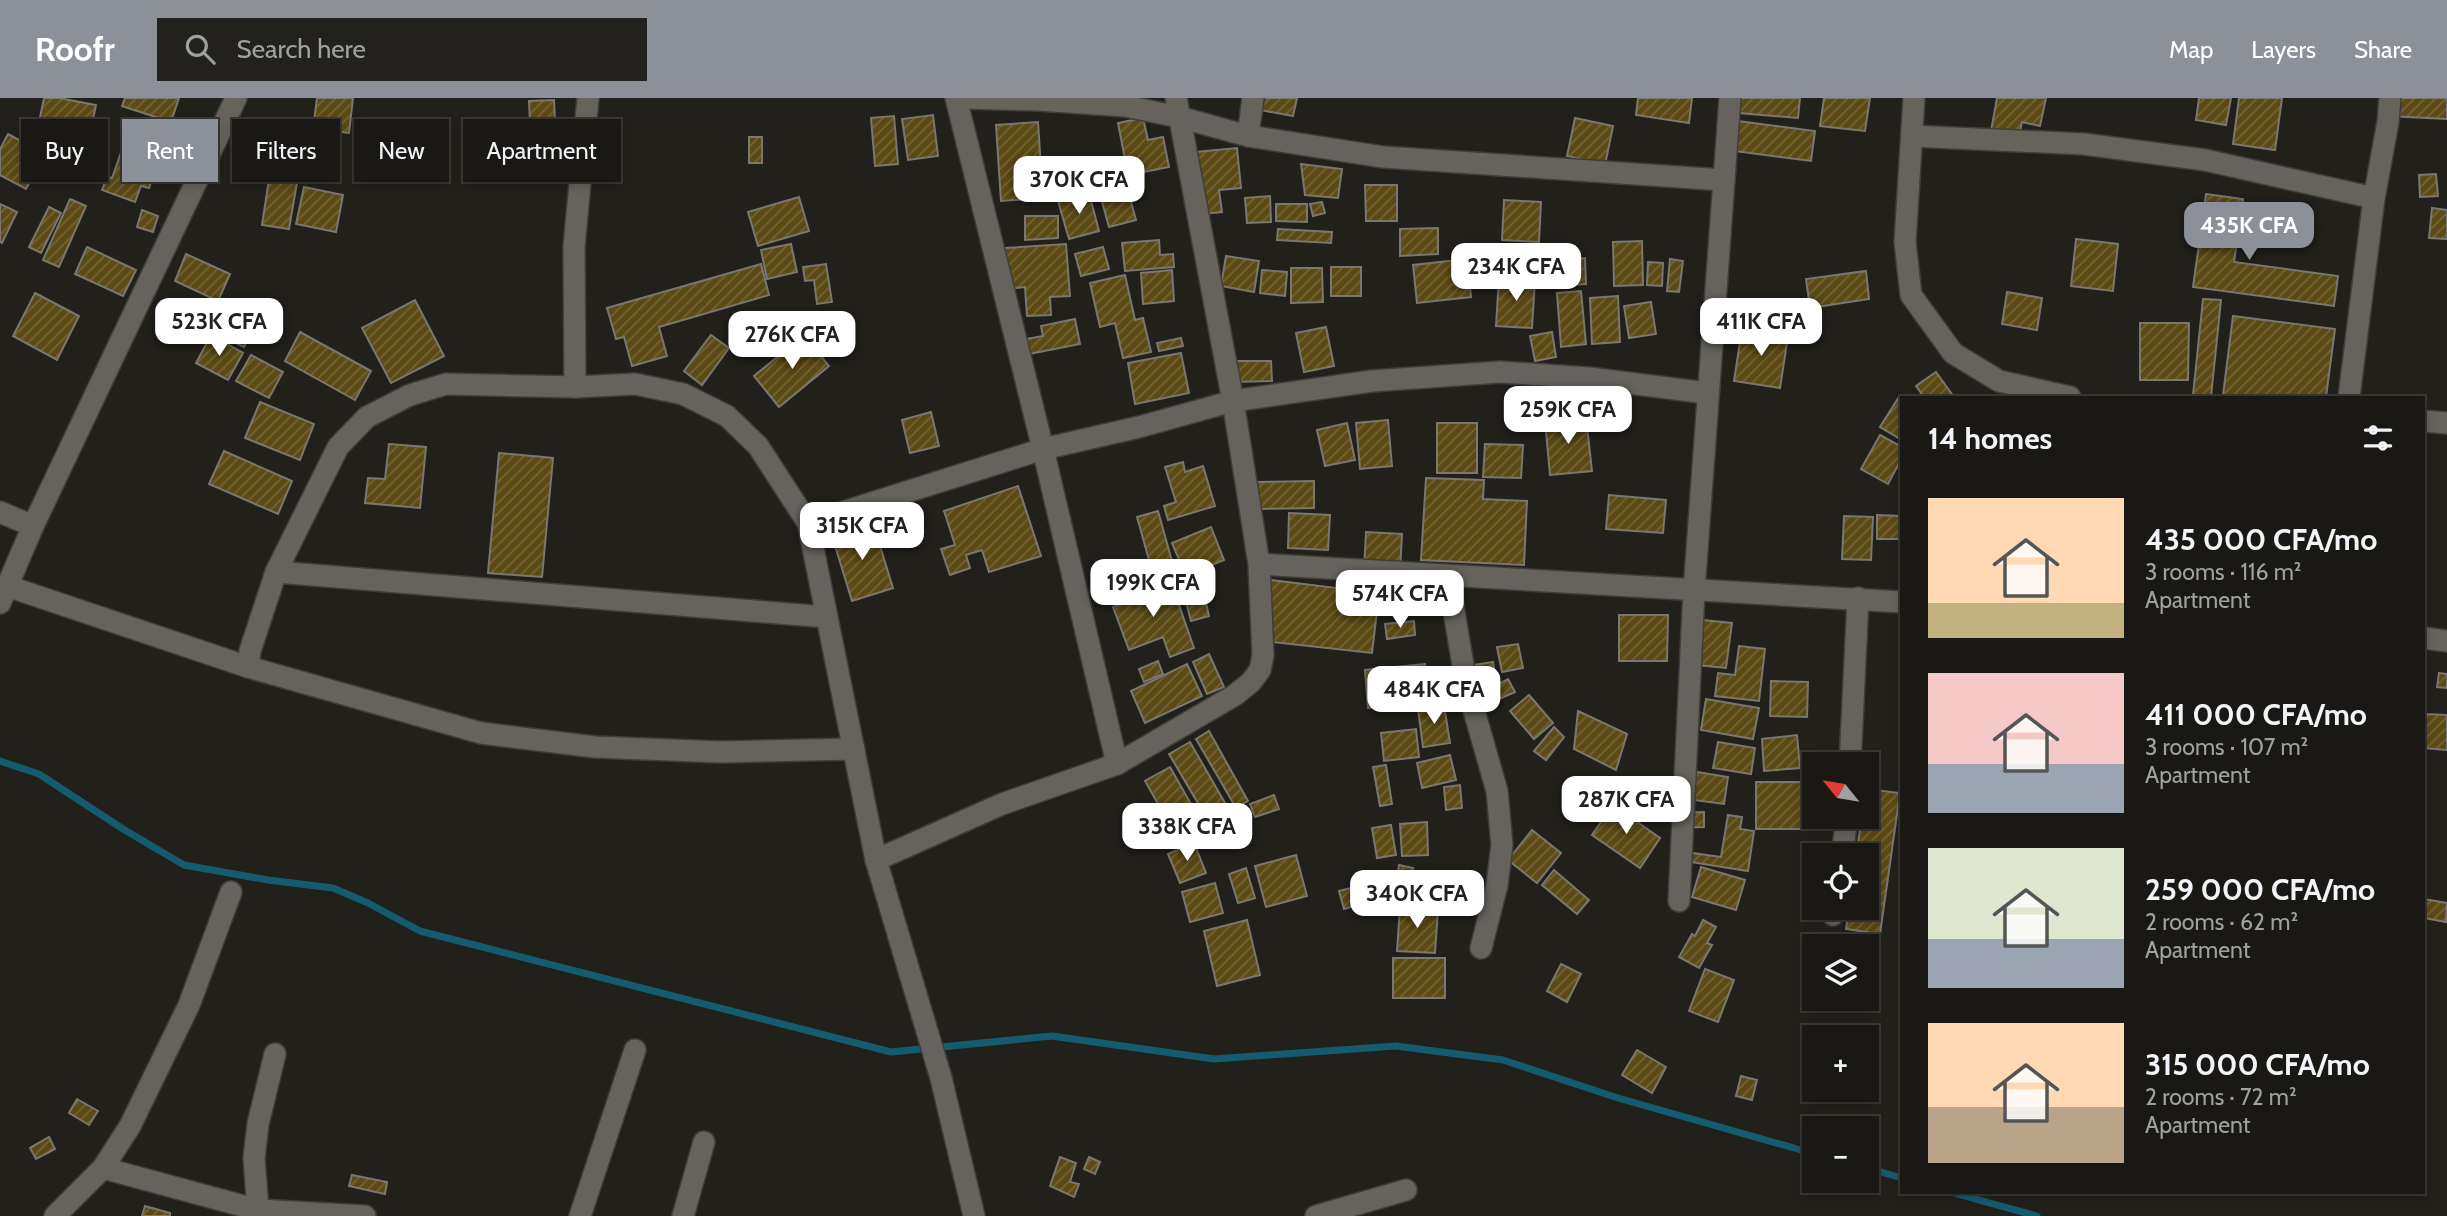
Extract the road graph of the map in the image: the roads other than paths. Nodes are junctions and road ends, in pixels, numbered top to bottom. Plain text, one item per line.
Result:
1 (236, 98) edge
2 (588, 98) edge
3 (956, 98) edge
4 (965, 98) edge
5 (1253, 98) edge
6 (1730, 98) edge
7 (1914, 98) edge
8 (2390, 98) edge
9 (1177, 107) edge
10 (1248, 136) junction
11 (1912, 136) junction
12 (1724, 180) junction
13 (2374, 198) junction
14 (575, 387) junction
15 (1707, 393) junction
16 (2066, 396) edge
17 (2349, 396) edge
18 (1233, 401) junction
19 (2425, 421) edge
20 (2447, 422) edge
21 (1043, 449) junction
22 (0, 512) edge
23 (808, 523) junction
24 (33, 526) junction
25 (1259, 565) junction
26 (276, 572) junction
27 (1448, 576) junction
28 (1694, 591) junction
29 (4, 594) edge
30 (1858, 598) junction
31 (1900, 601) edge
32 (827, 617) junction
33 (2425, 638) edge
34 (2447, 641) edge
35 (248, 667) junction
36 (854, 750) junction
37 (1851, 752) edge
38 (1116, 764) junction
39 (876, 860) junction
40 (231, 892) dead end
41 (1679, 901) dead end
42 (1481, 948) dead end
43 (635, 1050) dead end
44 (275, 1054) dead end
45 (704, 1142) dead end
46 (103, 1168) junction
47 (1406, 1190) dead end
48 (258, 1210) junction
49 (55, 1216) edge
50 (365, 1216) edge
51 (580, 1216) edge
52 (683, 1216) edge
53 (974, 1216) edge
54 (1316, 1216) edge

1 - 24 street
2 - 14 street
3 - 21 street
4 - 9 street
5 - 10 street
6 - 12 street
7 - 11 street
8 - 13 street
9 - 10 street
9 - 18 street
10 - 12 street
11 - 13 street
11 - 16 street
12 - 15 street
13 - 17 street
14 - 23 street
14 - 26 street
15 - 18 street
15 - 28 street
18 - 21 street
18 - 25 street
19 - 20 street
21 - 23 street
21 - 38 street
22 - 24 street
23 - 32 street
24 - 29 street
25 - 27 street
25 - 38 street
26 - 32 street
26 - 35 street
27 - 28 street
27 - 42 street
28 - 30 street
28 - 41 street
29 - 35 street
30 - 31 street
30 - 37 street
32 - 36 street
33 - 34 street
35 - 36 street
36 - 39 street
38 - 39 street
39 - 53 street
40 - 46 street
43 - 51 street
44 - 48 street
45 - 52 street
46 - 48 street
46 - 49 street
47 - 54 street
48 - 50 street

§

Except for the pictures, copy the material above exactly.

§ **PROBLEM SOLUTION**:
Extract the road graph of the map in the image: the roads other than paths. Nodes are junctions and road ends, in pixels, numbered top to bottom. Plain text, one item per line.
Result:
1 (236, 98) edge
2 (588, 98) edge
3 (956, 98) edge
4 (965, 98) edge
5 (1253, 98) edge
6 (1730, 98) edge
7 (1914, 98) edge
8 (2390, 98) edge
9 (1177, 107) edge
10 (1248, 136) junction
11 (1912, 136) junction
12 (1724, 180) junction
13 (2374, 198) junction
14 (575, 387) junction
15 (1707, 393) junction
16 (2066, 396) edge
17 (2349, 396) edge
18 (1233, 401) junction
19 (2425, 421) edge
20 (2447, 422) edge
21 (1043, 449) junction
22 (0, 512) edge
23 (808, 523) junction
24 (33, 526) junction
25 (1259, 565) junction
26 (276, 572) junction
27 (1448, 576) junction
28 (1694, 591) junction
29 (4, 594) edge
30 (1858, 598) junction
31 (1900, 601) edge
32 (827, 617) junction
33 (2425, 638) edge
34 (2447, 641) edge
35 (248, 667) junction
36 (854, 750) junction
37 (1851, 752) edge
38 (1116, 764) junction
39 (876, 860) junction
40 (231, 892) dead end
41 (1679, 901) dead end
42 (1481, 948) dead end
43 (635, 1050) dead end
44 (275, 1054) dead end
45 (704, 1142) dead end
46 (103, 1168) junction
47 (1406, 1190) dead end
48 (258, 1210) junction
49 (55, 1216) edge
50 (365, 1216) edge
51 (580, 1216) edge
52 (683, 1216) edge
53 (974, 1216) edge
54 (1316, 1216) edge

1 - 24 street
2 - 14 street
3 - 21 street
4 - 9 street
5 - 10 street
6 - 12 street
7 - 11 street
8 - 13 street
9 - 10 street
9 - 18 street
10 - 12 street
11 - 13 street
11 - 16 street
12 - 15 street
13 - 17 street
14 - 23 street
14 - 26 street
15 - 18 street
15 - 28 street
18 - 21 street
18 - 25 street
19 - 20 street
21 - 23 street
21 - 38 street
22 - 24 street
23 - 32 street
24 - 29 street
25 - 27 street
25 - 38 street
26 - 32 street
26 - 35 street
27 - 28 street
27 - 42 street
28 - 30 street
28 - 41 street
29 - 35 street
30 - 31 street
30 - 37 street
32 - 36 street
33 - 34 street
35 - 36 street
36 - 39 street
38 - 39 street
39 - 53 street
40 - 46 street
43 - 51 street
44 - 48 street
45 - 52 street
46 - 48 street
46 - 49 street
47 - 54 street
48 - 50 street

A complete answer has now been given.